Les médecins ne savent en fait pas vraiment pourquoi ces douleurs persistent. Mais la réponse approche. Une équipe de l'Institut de recherche Scripps (Californie, Etats-Unis), a découvert qu’un sous-produit de petites molécules des membranes, le dimethylsphingosine (DMS), est produit à des niveaux anormalement élevés dans les moelles épinières de rats atteints de douleurs neuropathiques et semble potentialiser la douleur lorsqu'il est injecté. Leurs résultats, publiés dans la revue Nature Chemical Biology, suggèrent que l'inhibition de cette molécule pourrait être permettre de traiter ces douleurs chroniques.
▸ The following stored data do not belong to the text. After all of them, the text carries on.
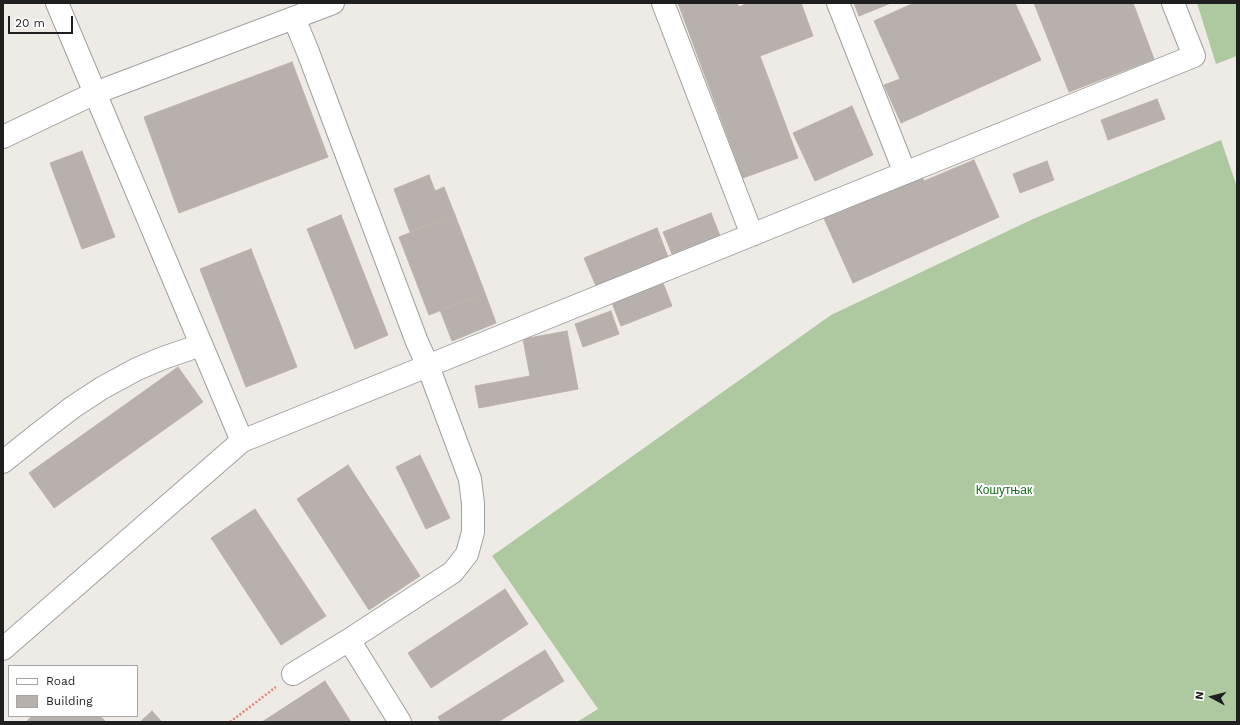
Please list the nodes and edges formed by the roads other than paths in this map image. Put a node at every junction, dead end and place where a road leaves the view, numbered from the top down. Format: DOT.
graph roads {
  1 [pos="57,3"];
  2 [pos="333,3"];
  3 [pos="663,3"];
  4 [pos="838,3"];
  5 [pos="1173,3"];
  6 [pos="294,18"];
  7 [pos="95,94"];
  8 [pos="3,137"];
  9 [pos="905,173"];
  10 [pos="752,235"];
  11 [pos="201,345"];
  12 [pos="428,366"];
  13 [pos="242,441"];
  14 [pos="3,462"];
  15 [pos="349,640"];
  16 [pos="3,649"];
  17 [pos="293,674"];
  18 [pos="400,722"];
  1 -- 7 [label="lane"];
  2 -- 6 [label="lane"];
  3 -- 10 [label="lane"];
  4 -- 9 [label="lane"];
  5 -- 9 [label="lane"];
  6 -- 7 [label="lane"];
  6 -- 12 [label="lane"];
  7 -- 8 [label="lane"];
  7 -- 11 [label="lane"];
  9 -- 10 [label="lane"];
  10 -- 12 [label="lane"];
  11 -- 13 [label="lane"];
  11 -- 14 [label="lane"];
  12 -- 13 [label="lane"];
  12 -- 15 [label="lane"];
  13 -- 16 [label="lane"];
  15 -- 17 [label="lane"];
  15 -- 18 [label="lane"];
}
Pour découvrir le rôle du DMS, les chercheurs ont utilisé une nouvelle approche : la métabolomique, qui étudie l'ensemble des métabolites (sucres, acides aminés, acides gras, etc.) présents dans une cellule, un organe, un organisme. C'est l'équivalent de la génomique pour l'ADN. « Les métabolites sont des molécules qui sont réellement transformées au cours de l'activité cellulaire, et leur suivi fournit des informations directes sur ce qui se passe à un niveau biochimique » explique Gary J. Patti, principal auteur de l’étude. Prochaine étape : trouver des substances capables d’inhiber le DMS et tester leurs actions sur les douleurs.